Semasa pemerintahan Ratu Jay Shima, Kalinga mencapai puncak keemasan. Di masa itu, Kalingga berhasil menjalin persahabatan dengan Kerajaan Sriwijaya dan Kerajaan Galuh. Jalinan persahabatan ketiga negara itu dikenal dengan Mitra Pasamayan. Namun, pendapat ini ditentang oleh sebagian sejarawan yang menyebutkan bahwa Kalingga hanya menjalin persahabatan dengan Galuh. Mengingat Sriwijaya pernah menyerang hingga menaklukkan Melayu, kerajaan yang dikuasai Sribuja, raja dan mertua Ratu Jay Shima.

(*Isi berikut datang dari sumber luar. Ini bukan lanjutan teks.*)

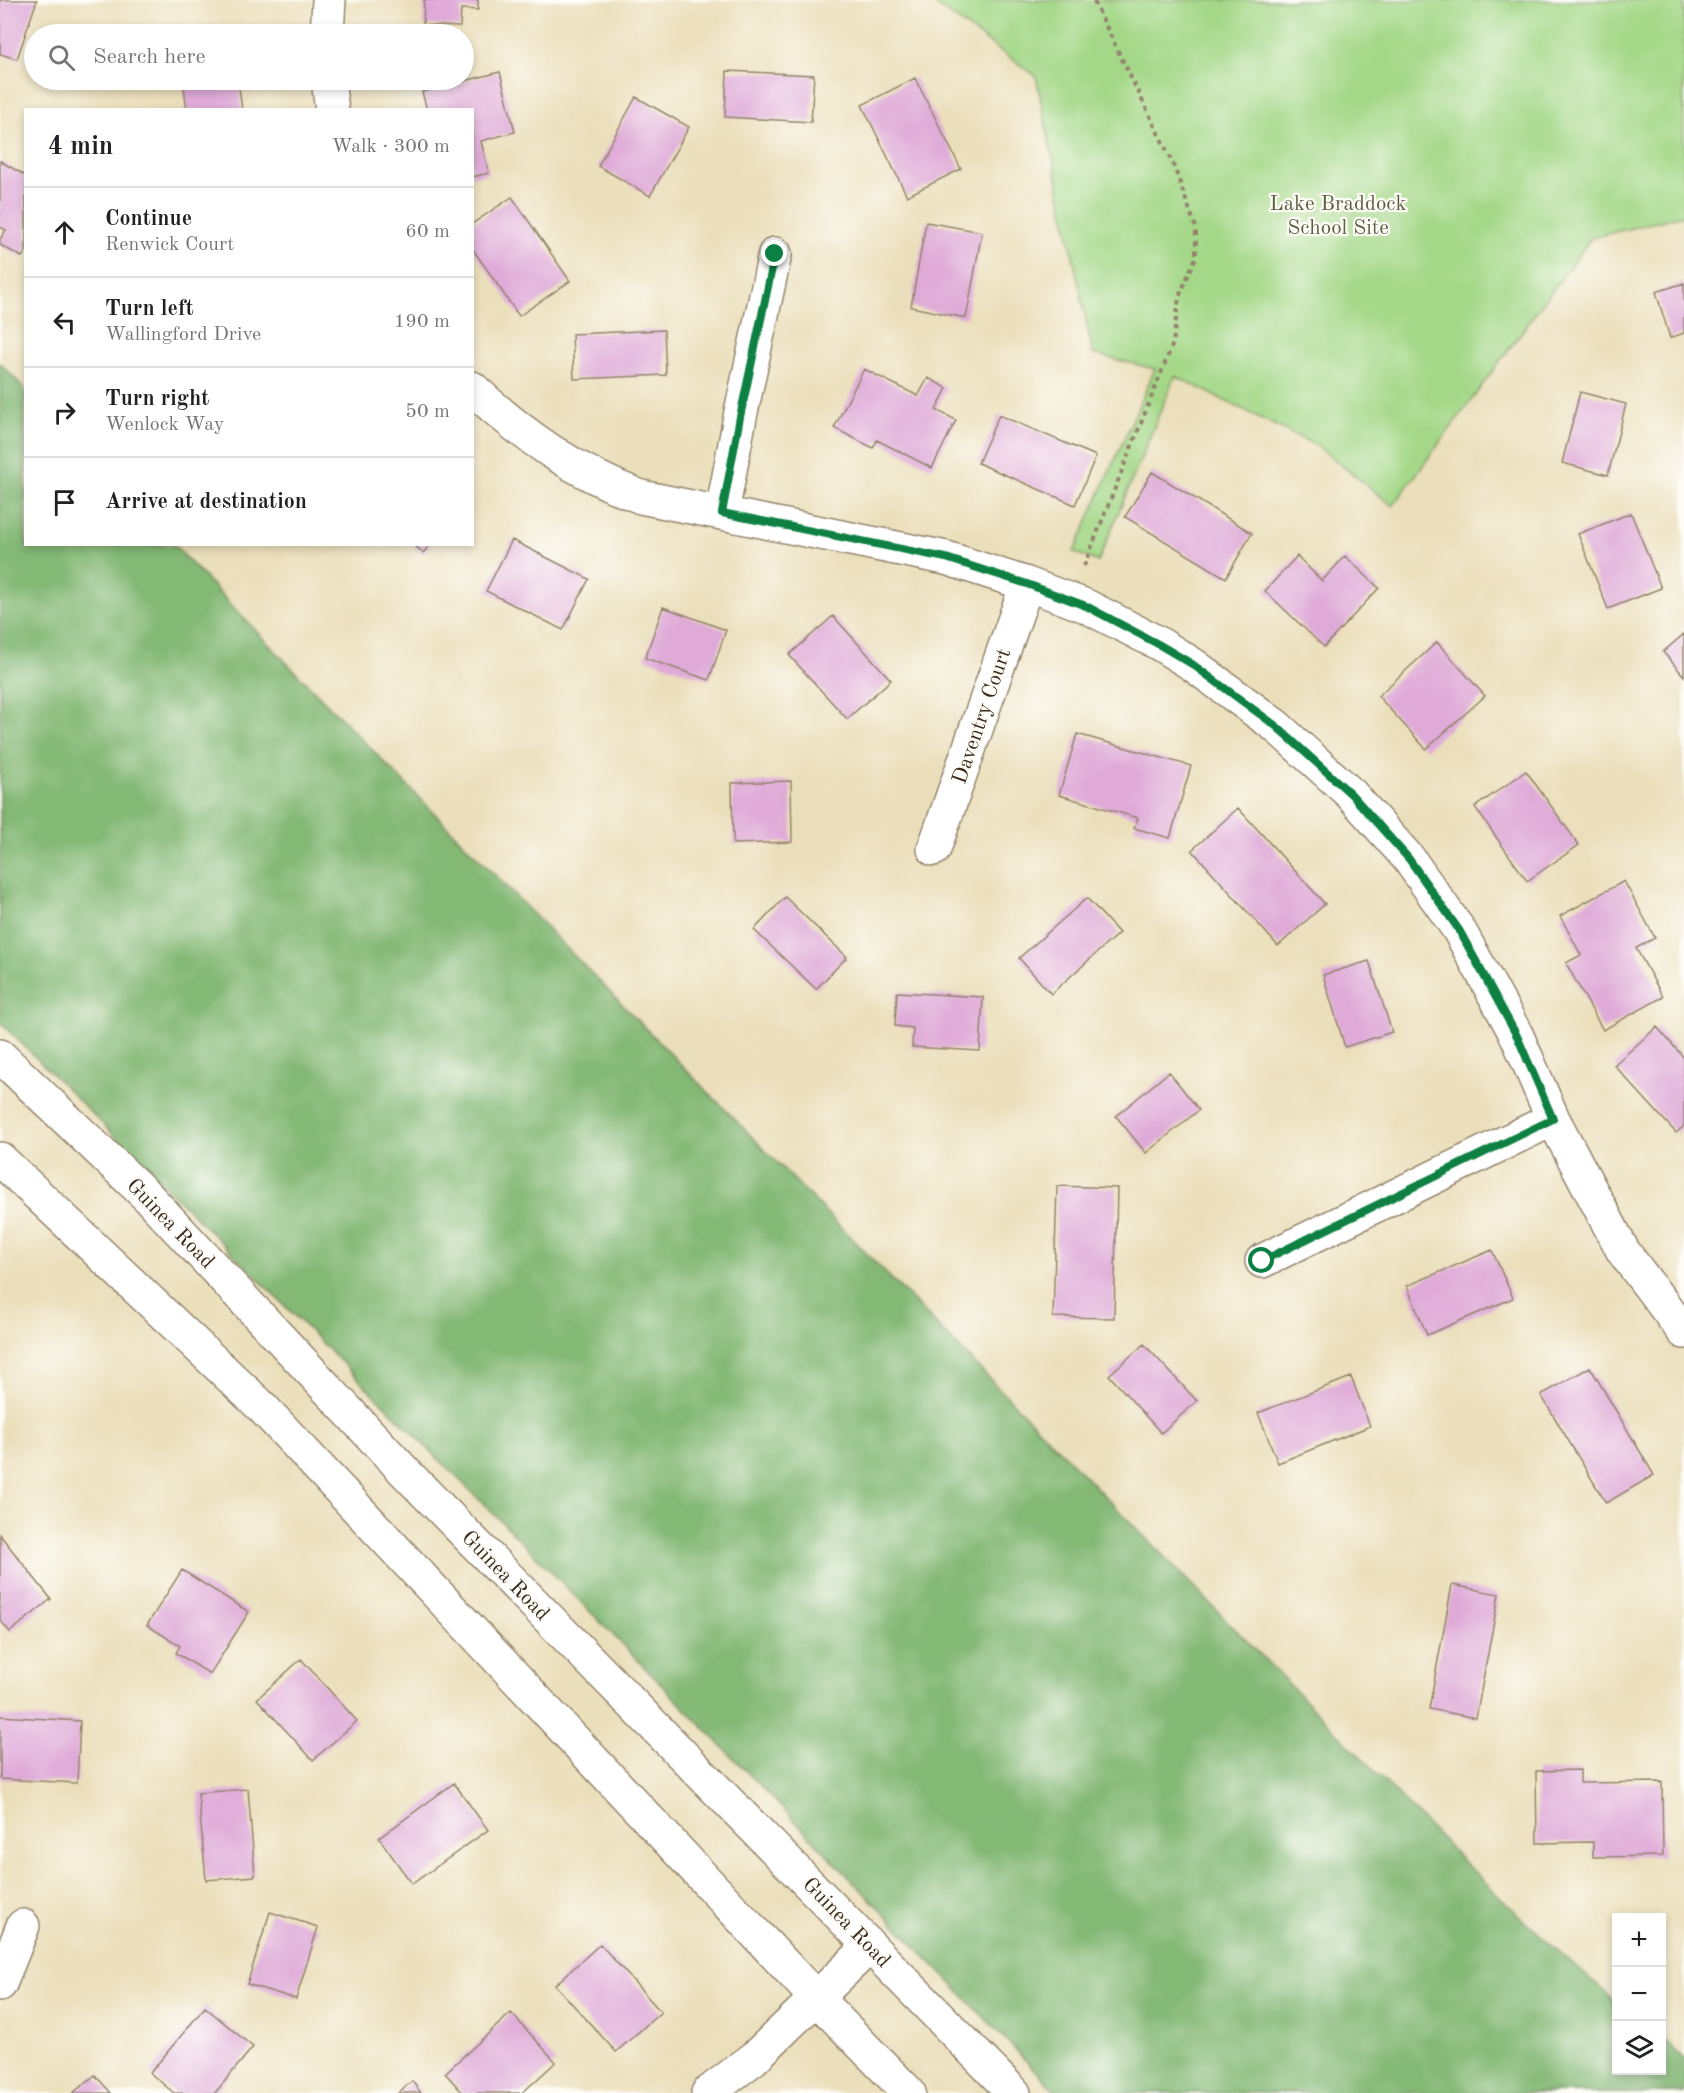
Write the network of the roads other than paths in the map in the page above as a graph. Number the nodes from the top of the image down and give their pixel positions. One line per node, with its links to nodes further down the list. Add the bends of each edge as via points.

Nama Ratu Jay Shima sangat tersohor karena berhasil mengembangkan kebudayaan, agama, sistem irigasi Subak dan pertanian (bercocok tanam). Ratu Jay Shima sangat disegani oleh seluruh rakyat Kalingga dan raja-raja manca negara karena menerapkan hukum yang tegas dan adil.

Pramodhawardhani

Pramodhawardhani merupakan putri Samaratungga (Samaragrawira) yang menjabat sebagar raja Medang dari Dinasti Sailendra. Pramodhawardhani yang namanya ditemukan pada Prasasti Kayumwungan tersebut merupakan cucu Samaragriwa dan cicit Dyah Dharanendra yang semuanya dari Dinasti Sailendra, raja-raja pemeluk agama Buddha.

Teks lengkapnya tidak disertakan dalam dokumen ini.